MINIMANUAL (URBAN GUERRILLA)







Rising early Sunday in Chester County, new snow on the ground (only a little, thank heaven), and reading Marighella paints weird unwelcome images: forming, looming as Dream Headlines:  


Thought Leaders ! 

New Normal !

Elmer Fudd !






Carlos Marighella was a dreadful , vicious man who opposed other dreadful, vicious men.


But like most of the authors included in Walter Laquer and Yonah Alexander’s invaluable Terrorism Reader, he wrote very clearly in his Minimanual. 

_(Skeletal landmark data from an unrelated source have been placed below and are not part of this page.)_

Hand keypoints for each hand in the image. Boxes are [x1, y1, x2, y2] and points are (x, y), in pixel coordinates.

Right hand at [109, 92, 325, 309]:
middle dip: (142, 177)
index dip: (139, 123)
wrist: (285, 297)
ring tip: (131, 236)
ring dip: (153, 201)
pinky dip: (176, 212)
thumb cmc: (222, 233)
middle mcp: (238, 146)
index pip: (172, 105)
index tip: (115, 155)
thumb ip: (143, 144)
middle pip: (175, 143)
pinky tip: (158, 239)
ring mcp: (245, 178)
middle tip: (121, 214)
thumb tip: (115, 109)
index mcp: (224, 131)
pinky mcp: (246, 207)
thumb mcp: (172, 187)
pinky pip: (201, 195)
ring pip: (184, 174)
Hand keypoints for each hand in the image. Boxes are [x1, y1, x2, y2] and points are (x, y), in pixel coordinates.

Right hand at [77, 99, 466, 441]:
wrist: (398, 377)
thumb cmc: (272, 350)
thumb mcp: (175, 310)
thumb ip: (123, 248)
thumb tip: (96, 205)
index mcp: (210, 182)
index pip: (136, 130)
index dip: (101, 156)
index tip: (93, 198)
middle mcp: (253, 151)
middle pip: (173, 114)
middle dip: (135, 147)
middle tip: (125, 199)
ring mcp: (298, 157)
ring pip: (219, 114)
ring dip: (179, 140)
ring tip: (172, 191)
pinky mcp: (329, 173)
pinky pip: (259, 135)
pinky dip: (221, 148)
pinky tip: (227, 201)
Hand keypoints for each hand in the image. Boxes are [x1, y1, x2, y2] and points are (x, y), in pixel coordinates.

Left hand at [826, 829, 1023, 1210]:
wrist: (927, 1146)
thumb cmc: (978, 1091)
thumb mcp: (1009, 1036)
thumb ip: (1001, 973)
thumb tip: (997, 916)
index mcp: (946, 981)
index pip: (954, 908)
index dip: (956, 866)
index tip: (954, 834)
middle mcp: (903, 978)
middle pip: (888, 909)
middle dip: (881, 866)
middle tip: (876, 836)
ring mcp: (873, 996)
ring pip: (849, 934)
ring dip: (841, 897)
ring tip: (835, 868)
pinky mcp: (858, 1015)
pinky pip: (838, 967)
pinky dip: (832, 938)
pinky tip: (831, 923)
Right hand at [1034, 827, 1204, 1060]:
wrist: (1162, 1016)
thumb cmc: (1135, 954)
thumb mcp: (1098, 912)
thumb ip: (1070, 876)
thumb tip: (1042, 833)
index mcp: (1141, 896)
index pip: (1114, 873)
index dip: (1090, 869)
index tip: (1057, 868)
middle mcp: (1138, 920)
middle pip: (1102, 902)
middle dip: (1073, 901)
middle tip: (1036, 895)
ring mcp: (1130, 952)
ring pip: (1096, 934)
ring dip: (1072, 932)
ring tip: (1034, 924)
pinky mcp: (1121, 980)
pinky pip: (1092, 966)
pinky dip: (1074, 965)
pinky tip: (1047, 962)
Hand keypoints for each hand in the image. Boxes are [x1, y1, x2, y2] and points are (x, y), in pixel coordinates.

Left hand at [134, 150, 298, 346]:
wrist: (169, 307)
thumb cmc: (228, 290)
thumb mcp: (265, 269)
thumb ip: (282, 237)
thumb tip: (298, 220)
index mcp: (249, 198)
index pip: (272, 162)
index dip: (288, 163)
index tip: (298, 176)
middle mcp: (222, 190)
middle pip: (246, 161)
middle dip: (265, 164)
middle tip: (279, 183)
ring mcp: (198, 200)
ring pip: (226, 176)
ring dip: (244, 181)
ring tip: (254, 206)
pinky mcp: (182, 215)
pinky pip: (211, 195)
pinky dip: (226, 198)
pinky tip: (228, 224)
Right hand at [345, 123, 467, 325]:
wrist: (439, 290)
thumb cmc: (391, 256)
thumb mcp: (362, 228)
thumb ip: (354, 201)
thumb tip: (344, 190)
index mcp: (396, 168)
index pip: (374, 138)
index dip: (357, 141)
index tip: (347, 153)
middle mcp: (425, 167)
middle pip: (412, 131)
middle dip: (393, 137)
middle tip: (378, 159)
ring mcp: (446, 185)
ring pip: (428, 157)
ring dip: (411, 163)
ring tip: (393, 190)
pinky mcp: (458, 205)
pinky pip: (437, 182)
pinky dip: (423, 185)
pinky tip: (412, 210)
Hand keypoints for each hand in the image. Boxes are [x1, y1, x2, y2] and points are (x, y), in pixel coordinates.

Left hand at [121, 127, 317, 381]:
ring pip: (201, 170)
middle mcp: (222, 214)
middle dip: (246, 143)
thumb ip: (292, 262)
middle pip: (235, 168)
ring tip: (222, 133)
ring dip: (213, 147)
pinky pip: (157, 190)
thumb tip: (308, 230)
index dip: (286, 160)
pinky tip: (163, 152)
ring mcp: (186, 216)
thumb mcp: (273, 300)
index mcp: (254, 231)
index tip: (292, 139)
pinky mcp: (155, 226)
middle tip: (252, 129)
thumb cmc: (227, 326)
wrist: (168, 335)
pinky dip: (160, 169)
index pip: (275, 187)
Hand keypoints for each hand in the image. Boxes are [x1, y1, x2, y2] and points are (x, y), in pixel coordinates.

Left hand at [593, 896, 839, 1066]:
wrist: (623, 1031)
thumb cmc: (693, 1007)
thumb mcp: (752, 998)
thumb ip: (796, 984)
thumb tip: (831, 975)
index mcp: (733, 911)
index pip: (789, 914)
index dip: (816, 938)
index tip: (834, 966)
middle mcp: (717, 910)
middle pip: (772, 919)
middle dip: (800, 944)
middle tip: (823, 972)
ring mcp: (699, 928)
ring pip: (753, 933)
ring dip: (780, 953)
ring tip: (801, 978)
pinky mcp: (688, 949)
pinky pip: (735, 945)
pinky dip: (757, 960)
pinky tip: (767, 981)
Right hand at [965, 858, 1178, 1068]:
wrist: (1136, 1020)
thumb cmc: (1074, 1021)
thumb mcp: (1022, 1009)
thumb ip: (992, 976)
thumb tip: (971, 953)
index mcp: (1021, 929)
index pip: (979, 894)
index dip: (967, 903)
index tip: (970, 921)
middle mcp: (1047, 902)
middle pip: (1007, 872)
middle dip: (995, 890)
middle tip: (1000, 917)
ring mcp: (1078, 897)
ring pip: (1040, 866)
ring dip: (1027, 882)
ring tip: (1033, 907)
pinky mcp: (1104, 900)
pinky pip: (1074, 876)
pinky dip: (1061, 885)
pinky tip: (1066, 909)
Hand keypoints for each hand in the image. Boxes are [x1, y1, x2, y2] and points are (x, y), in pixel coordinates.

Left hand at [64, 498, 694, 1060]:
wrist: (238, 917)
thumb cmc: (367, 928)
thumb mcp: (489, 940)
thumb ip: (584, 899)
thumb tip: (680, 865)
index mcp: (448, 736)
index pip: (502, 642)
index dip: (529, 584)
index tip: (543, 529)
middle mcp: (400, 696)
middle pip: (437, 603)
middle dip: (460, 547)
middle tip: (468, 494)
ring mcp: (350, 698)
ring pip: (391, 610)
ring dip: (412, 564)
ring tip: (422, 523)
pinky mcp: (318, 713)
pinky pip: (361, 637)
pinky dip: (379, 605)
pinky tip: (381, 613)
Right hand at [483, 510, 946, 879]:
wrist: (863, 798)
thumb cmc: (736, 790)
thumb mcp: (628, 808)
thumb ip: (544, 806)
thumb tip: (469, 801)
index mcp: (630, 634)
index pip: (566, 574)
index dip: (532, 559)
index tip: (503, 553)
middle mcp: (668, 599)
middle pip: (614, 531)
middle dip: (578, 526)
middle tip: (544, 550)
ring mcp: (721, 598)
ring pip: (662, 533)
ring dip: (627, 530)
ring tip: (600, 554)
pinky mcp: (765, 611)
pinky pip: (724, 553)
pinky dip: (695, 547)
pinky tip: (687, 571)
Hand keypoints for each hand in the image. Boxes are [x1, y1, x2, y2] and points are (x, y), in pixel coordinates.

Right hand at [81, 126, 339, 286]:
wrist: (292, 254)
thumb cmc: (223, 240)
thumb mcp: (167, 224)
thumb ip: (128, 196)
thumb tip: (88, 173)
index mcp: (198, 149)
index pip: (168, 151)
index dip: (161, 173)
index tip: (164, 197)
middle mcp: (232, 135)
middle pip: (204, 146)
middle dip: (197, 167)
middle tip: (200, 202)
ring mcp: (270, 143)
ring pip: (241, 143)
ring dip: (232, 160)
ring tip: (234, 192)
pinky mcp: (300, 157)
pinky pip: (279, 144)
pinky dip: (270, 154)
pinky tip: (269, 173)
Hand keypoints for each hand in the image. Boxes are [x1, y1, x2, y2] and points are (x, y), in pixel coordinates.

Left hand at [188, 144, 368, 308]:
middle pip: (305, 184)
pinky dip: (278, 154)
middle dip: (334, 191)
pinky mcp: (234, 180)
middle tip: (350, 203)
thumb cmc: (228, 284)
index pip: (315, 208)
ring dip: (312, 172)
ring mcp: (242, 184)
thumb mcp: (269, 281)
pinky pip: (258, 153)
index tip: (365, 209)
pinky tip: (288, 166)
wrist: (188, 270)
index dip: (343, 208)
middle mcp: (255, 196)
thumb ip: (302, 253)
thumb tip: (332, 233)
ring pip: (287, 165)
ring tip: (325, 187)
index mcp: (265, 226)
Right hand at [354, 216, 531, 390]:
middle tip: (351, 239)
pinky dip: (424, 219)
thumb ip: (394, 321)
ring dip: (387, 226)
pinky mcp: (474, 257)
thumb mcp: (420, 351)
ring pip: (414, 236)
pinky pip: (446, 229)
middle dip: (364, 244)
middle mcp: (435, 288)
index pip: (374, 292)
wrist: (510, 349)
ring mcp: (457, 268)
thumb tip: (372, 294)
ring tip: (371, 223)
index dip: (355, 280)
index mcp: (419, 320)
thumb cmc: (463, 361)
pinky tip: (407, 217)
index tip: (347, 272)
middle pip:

I cannot imagine why an urban guerrilla would need to be able to fly an airplane, but I guess that’s one reason I’m not cut out for the job:



From Technical Preparation of the Urban Guerrilla:



“No one can become an urban guerrilla without paying special attention to technical preparation.


The technical preparation of the urban guerrilla runs from the concern for his physical preparedness, to knowledge of and apprenticeship in professions and skills of all kinds, particularly manual skills.






The urban guerrilla can have strong physical resistance only if he trains systematically.  He cannot be a good fighter if he has not learned the art of fighting.  For that reason the urban guerrilla must learn and practice various kinds of fighting, of attack, and personal defense.



 


Other useful forms of physical preparation are hiking, camping and practice in survival in the woods, mountain climbing, rowing, swimming, skin diving, training as a frogman, fishing, harpooning and the hunting of birds, small and big game.

 



It is very important to learn how to drive, pilot a plane, handle a motor boat and a sailboat, understand mechanics, radio, telephone, electricity, and have some knowledge of electronic techniques.”






Excerpt from the Minimanual  included in The Terrorism Reader, eds. Walter Laqueur and Yonah Alexander, New York, Meridian, 1987.